◆ Extracted information:
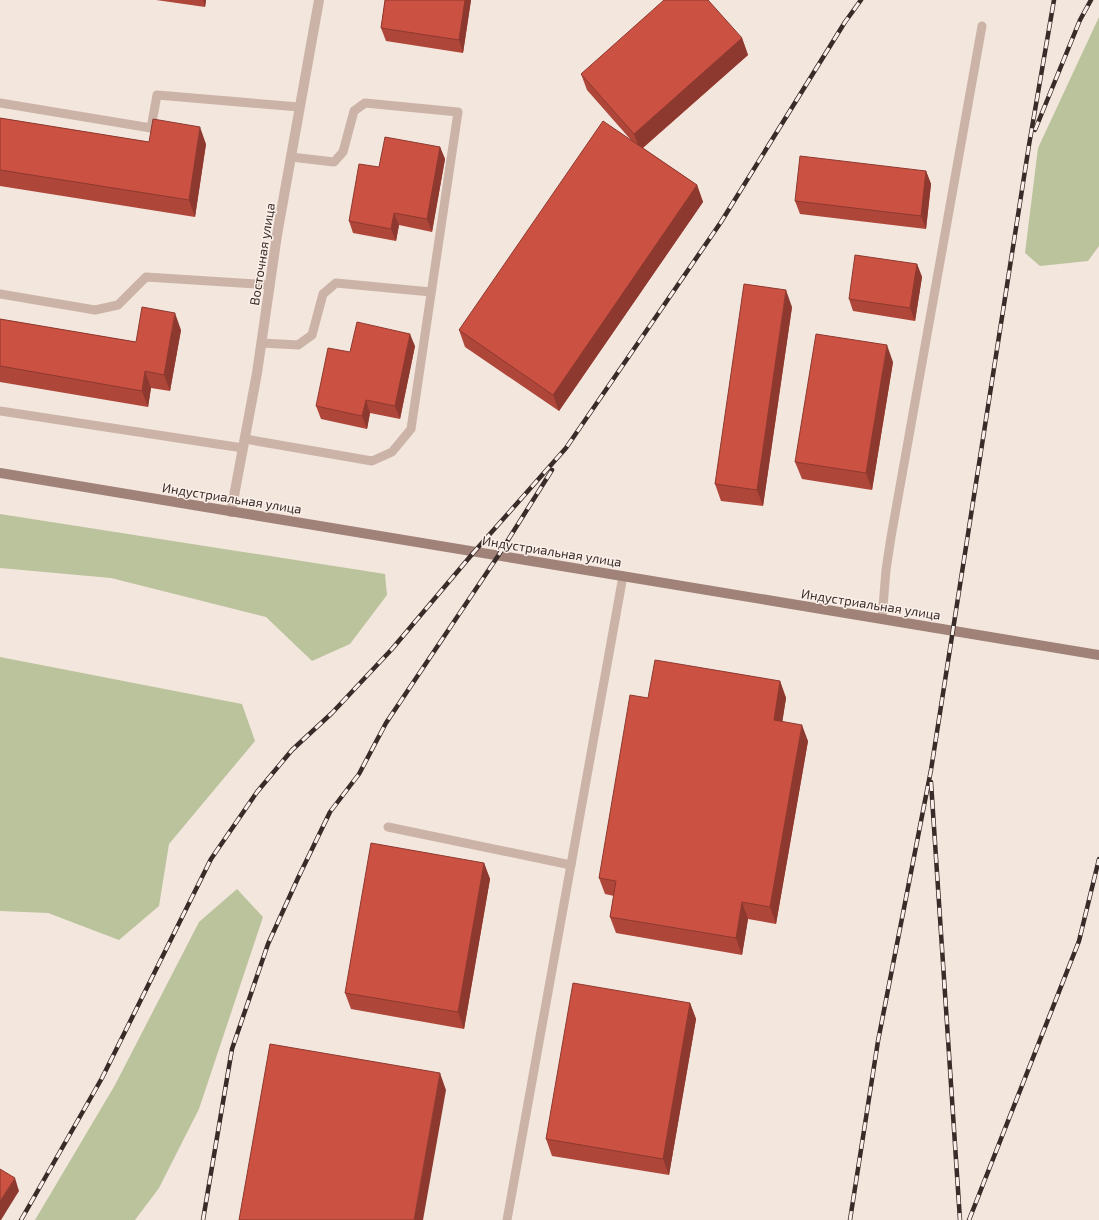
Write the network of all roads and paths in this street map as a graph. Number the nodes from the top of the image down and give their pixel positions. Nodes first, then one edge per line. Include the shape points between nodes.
1 (319, 0) edge
2 (982, 26) dead end
3 (0, 103) edge
4 (299, 107) junction
5 (290, 157) junction
6 (270, 285) junction
7 (431, 292) junction
8 (0, 294) edge
9 (262, 343) junction
10 (0, 411) edge
11 (244, 444) junction
12 (0, 473) edge
13 (231, 512) junction
14 (623, 576) junction
15 (882, 619) junction
16 (1099, 655) edge
17 (388, 827) dead end
18 (571, 865) junction
19 (507, 1220) edge

1 - 4 street, Восточная улица
2 - 15 lane via 891,537
3 - 4 lane via 150,128 157,95
4 - 5 street, Восточная улица
5 - 6 street, Восточная улица
5 - 7 lane via 334,162 343,152 354,111 365,103 458,112
6 - 8 lane via 146,277 118,306 95,310
6 - 9 street, Восточная улица
7 - 9 lane via 336,284 323,294 312,335 298,345
7 - 11 lane via 411,429 392,452 372,461
9 - 11 street, Восточная улица
10 - 11 lane
11 - 13 street, Восточная улица
12 - 13 street, Индустриальная улица
13 - 14 street, Индустриальная улица
14 - 15 street, Индустриальная улица
14 - 18 lane
15 - 16 street, Индустриальная улица
17 - 18 lane
18 - 19 lane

◆ What needs to be done:
Make an exact copy of the records shown above, without the pictures.

◆ Your response:
Write the network of all roads and paths in this street map as a graph. Number the nodes from the top of the image down and give their pixel positions. Nodes first, then one edge per line. Include the shape points between nodes.
1 (319, 0) edge
2 (982, 26) dead end
3 (0, 103) edge
4 (299, 107) junction
5 (290, 157) junction
6 (270, 285) junction
7 (431, 292) junction
8 (0, 294) edge
9 (262, 343) junction
10 (0, 411) edge
11 (244, 444) junction
12 (0, 473) edge
13 (231, 512) junction
14 (623, 576) junction
15 (882, 619) junction
16 (1099, 655) edge
17 (388, 827) dead end
18 (571, 865) junction
19 (507, 1220) edge

1 - 4 street, Восточная улица
2 - 15 lane via 891,537
3 - 4 lane via 150,128 157,95
4 - 5 street, Восточная улица
5 - 6 street, Восточная улица
5 - 7 lane via 334,162 343,152 354,111 365,103 458,112
6 - 8 lane via 146,277 118,306 95,310
6 - 9 street, Восточная улица
7 - 9 lane via 336,284 323,294 312,335 298,345
7 - 11 lane via 411,429 392,452 372,461
9 - 11 street, Восточная улица
10 - 11 lane
11 - 13 street, Восточная улица
12 - 13 street, Индустриальная улица
13 - 14 street, Индустриальная улица
14 - 15 street, Индустриальная улица
14 - 18 lane
15 - 16 street, Индустриальная улица
17 - 18 lane
18 - 19 lane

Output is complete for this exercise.